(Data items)
"""

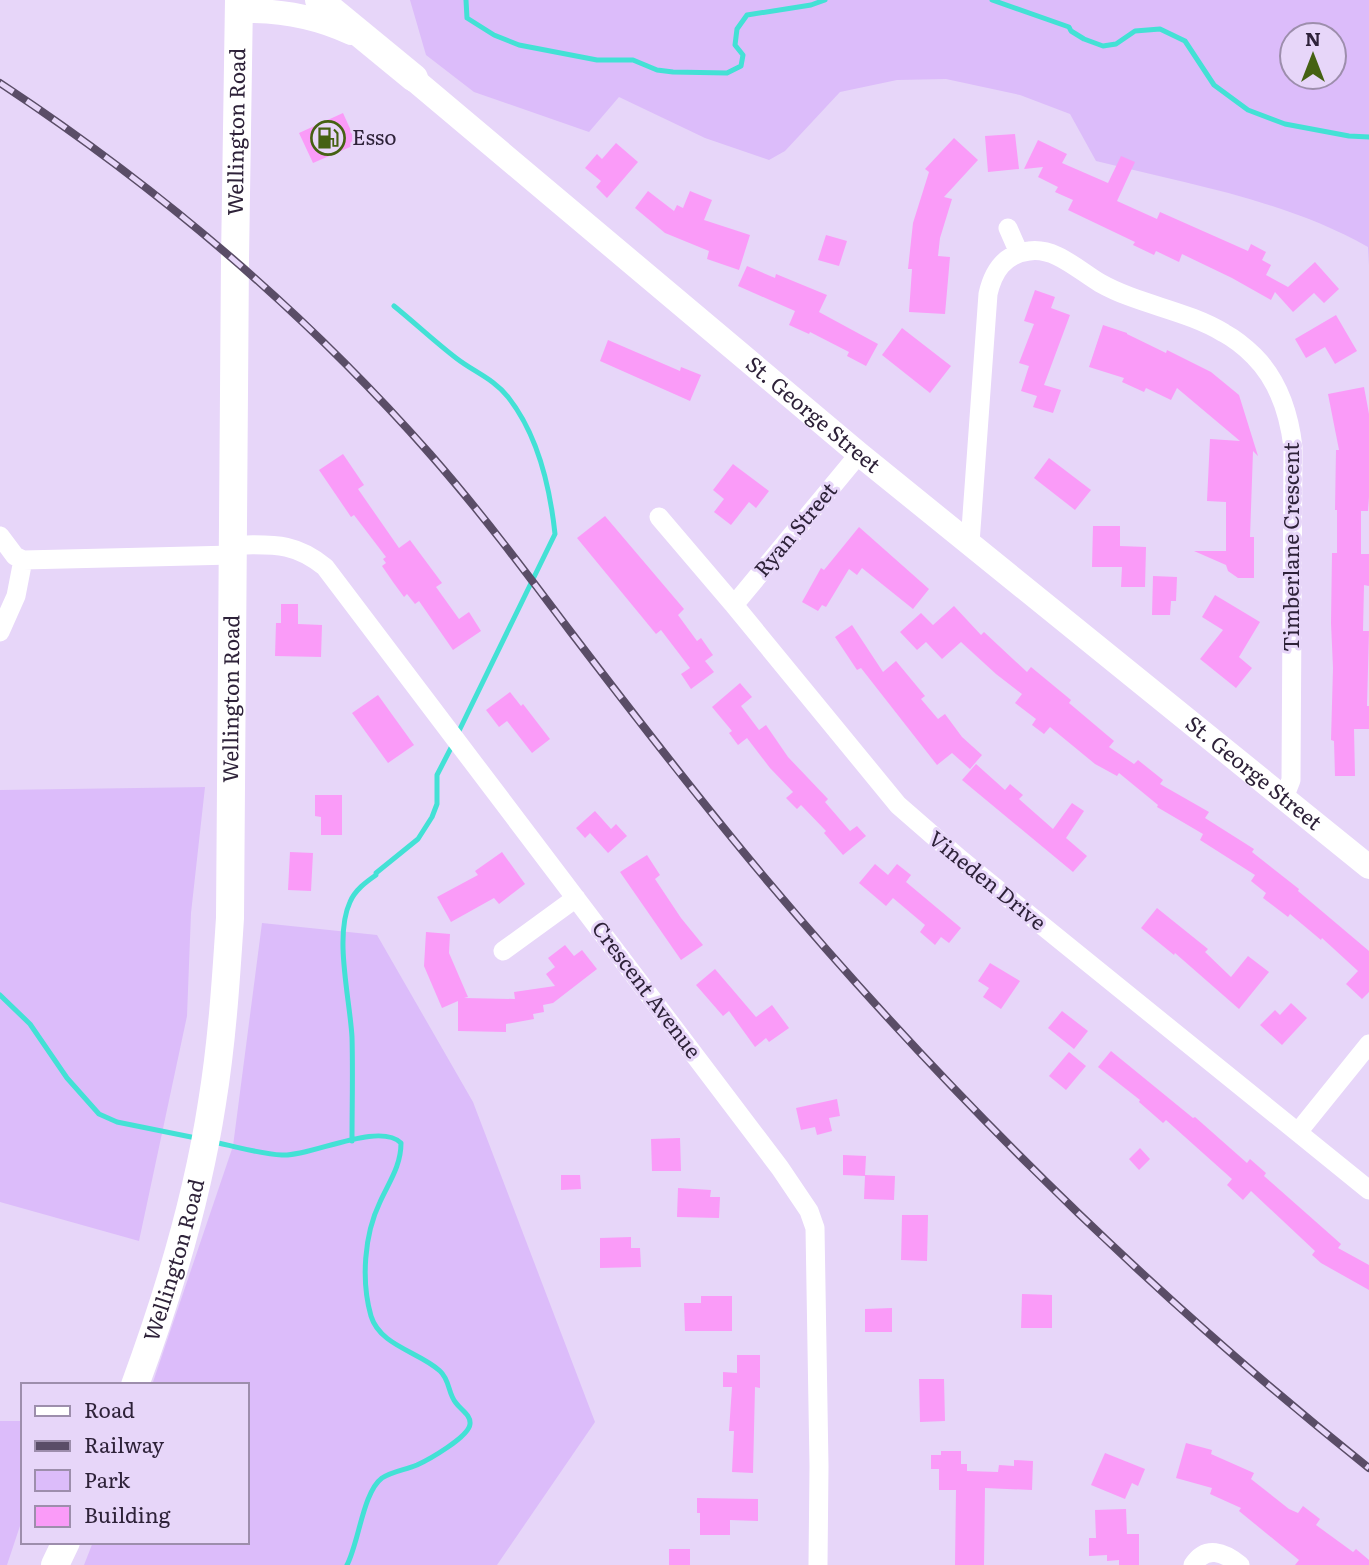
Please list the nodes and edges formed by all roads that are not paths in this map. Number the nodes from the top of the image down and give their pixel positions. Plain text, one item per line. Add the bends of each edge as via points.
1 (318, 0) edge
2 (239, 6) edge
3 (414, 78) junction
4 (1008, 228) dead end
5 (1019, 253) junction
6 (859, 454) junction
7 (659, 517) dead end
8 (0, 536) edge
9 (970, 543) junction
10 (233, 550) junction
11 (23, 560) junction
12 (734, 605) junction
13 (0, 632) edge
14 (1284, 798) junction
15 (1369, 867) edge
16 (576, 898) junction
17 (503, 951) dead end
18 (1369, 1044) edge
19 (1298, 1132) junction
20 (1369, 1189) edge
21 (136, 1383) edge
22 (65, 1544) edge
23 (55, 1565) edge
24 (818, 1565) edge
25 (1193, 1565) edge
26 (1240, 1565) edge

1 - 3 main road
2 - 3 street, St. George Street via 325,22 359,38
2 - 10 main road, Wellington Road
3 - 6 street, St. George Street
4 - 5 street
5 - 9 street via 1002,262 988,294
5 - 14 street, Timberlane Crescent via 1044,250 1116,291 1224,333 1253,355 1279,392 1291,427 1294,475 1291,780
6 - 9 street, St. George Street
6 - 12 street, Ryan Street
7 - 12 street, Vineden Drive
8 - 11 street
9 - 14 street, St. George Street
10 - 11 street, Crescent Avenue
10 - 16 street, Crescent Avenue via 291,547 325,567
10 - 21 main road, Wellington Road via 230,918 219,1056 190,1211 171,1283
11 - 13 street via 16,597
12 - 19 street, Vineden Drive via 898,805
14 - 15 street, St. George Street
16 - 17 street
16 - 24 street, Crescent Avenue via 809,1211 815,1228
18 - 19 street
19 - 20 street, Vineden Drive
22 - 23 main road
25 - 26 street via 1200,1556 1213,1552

"""
"""

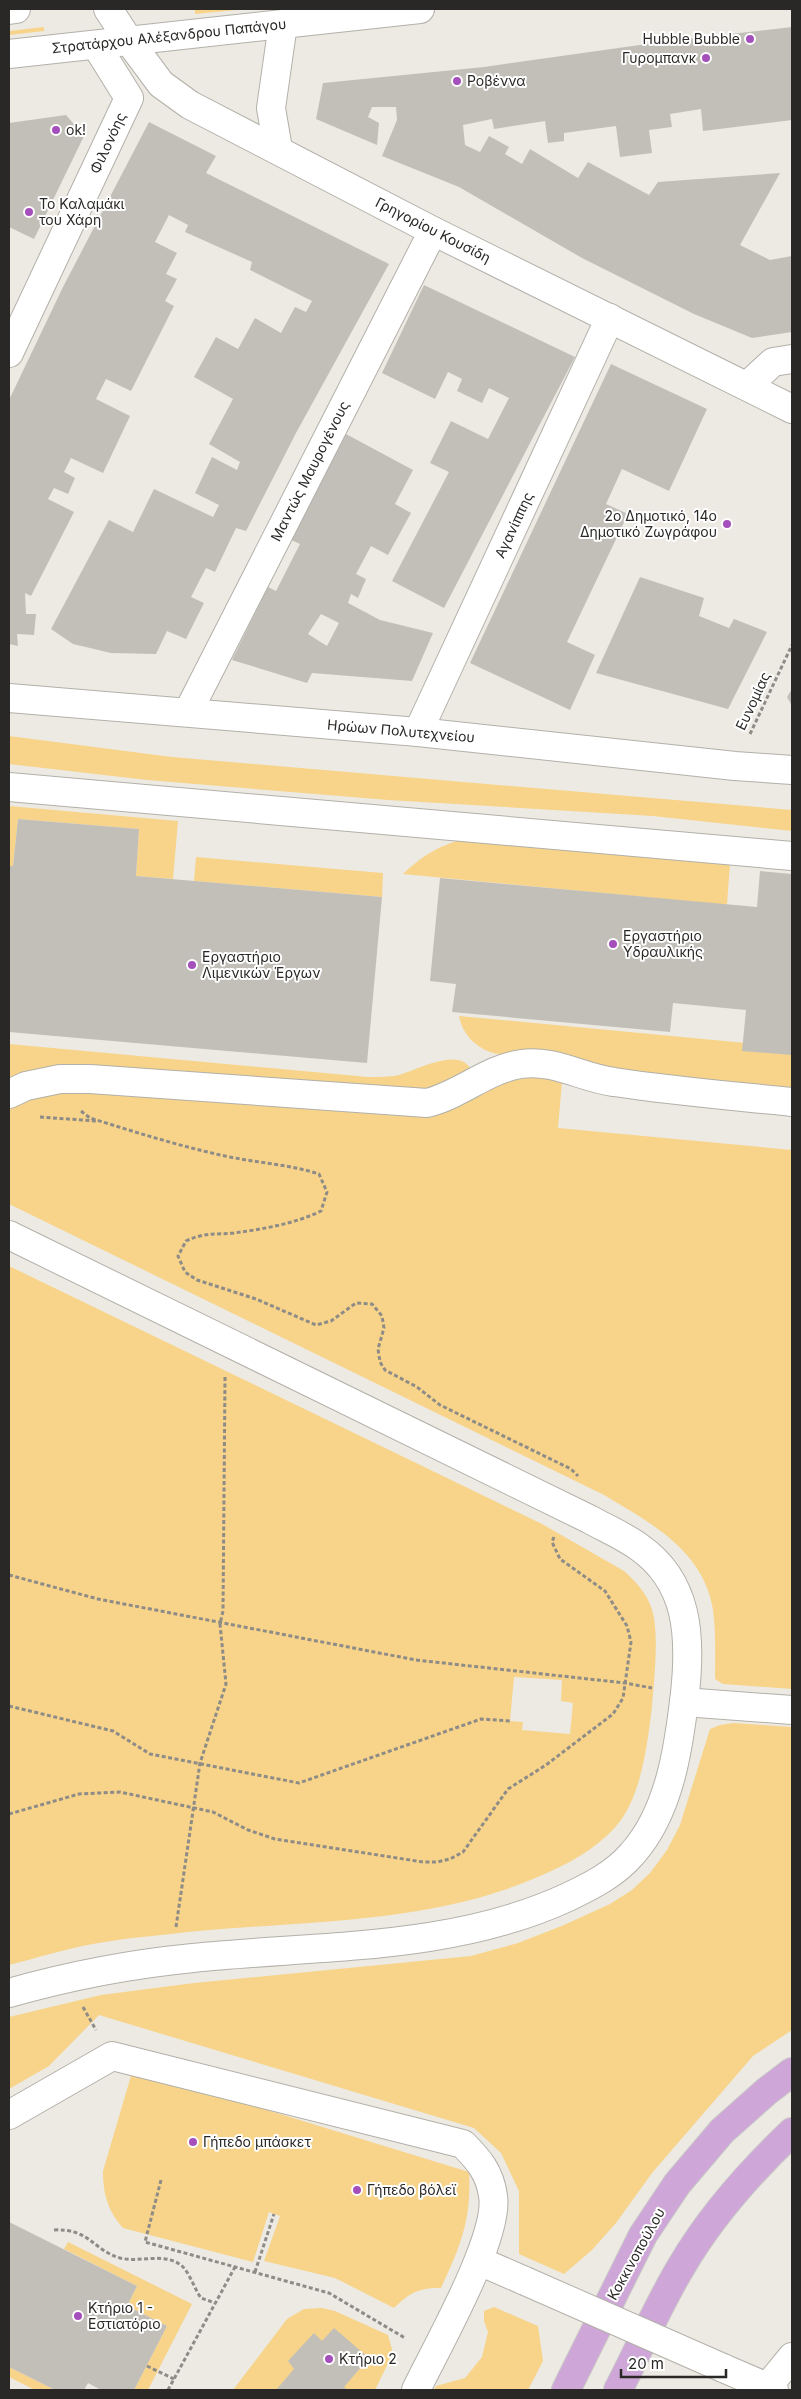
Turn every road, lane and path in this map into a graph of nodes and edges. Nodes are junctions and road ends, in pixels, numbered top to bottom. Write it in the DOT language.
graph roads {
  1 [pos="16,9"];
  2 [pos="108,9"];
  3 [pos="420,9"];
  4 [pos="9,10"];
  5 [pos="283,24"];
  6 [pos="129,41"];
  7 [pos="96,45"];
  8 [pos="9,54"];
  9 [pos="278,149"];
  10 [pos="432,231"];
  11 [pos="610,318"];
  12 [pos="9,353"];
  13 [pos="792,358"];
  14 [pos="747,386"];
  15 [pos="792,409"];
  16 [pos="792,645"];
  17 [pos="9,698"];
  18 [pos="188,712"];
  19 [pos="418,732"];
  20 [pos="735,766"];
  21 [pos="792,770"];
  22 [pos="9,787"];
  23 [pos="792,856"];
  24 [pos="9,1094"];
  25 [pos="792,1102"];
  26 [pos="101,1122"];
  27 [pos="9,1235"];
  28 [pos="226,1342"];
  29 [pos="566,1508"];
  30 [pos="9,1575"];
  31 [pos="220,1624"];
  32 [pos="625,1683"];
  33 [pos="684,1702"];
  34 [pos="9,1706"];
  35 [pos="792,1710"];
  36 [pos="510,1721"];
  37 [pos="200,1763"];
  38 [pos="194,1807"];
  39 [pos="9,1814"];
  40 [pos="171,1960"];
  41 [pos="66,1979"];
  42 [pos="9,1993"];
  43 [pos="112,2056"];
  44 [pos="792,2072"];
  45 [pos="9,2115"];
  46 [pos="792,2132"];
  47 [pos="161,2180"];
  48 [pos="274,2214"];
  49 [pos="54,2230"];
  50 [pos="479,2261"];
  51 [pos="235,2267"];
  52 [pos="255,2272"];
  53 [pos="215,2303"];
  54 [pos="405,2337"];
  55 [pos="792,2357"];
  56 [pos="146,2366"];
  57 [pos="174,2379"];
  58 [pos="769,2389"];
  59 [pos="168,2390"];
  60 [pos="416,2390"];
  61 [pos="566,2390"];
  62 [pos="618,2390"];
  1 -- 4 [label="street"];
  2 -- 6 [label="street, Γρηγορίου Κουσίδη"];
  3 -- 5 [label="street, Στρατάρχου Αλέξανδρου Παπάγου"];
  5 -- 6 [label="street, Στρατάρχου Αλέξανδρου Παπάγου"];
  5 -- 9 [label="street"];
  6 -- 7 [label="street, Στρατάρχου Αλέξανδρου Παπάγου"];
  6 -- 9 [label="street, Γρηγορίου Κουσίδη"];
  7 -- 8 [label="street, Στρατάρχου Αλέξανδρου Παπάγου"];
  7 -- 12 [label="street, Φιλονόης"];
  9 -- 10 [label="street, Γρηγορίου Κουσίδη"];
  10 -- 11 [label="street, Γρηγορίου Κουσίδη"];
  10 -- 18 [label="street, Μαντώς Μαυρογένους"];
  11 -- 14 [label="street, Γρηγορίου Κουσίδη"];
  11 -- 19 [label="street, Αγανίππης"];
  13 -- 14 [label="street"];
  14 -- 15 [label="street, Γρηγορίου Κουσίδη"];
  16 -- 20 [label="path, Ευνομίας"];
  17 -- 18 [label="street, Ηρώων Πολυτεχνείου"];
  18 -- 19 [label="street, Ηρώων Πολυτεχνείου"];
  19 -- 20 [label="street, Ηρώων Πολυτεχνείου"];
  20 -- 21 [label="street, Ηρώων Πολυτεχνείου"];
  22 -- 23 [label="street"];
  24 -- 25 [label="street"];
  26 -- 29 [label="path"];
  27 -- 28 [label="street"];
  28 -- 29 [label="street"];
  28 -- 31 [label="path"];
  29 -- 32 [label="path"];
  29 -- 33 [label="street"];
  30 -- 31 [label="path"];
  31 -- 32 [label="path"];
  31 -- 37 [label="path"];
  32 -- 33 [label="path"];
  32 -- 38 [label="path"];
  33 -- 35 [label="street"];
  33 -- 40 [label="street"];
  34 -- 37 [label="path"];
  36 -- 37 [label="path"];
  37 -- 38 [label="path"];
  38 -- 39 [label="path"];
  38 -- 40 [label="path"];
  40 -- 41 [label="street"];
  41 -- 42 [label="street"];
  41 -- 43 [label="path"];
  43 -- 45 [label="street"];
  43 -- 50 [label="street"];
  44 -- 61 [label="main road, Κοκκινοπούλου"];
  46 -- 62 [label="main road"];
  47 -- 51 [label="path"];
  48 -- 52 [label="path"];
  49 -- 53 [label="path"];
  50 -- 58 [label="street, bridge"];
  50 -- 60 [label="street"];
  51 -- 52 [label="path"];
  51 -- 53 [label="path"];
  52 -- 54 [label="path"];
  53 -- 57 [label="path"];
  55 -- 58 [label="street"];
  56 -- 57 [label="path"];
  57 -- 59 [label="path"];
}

"""

• WHAT IS NEEDED
Scan the records for the word "nodes". Copy each line where it turns up.

• RESULT FOR THIS TASK
Please list the nodes and edges formed by all roads that are not paths in this map. Number the nodes from the top of the image down and give their pixel positions. Plain text, one item per line. Add the bends of each edge as via points.
Turn every road, lane and path in this map into a graph of nodes and edges. Nodes are junctions and road ends, in pixels, numbered top to bottom. Write it in the DOT language.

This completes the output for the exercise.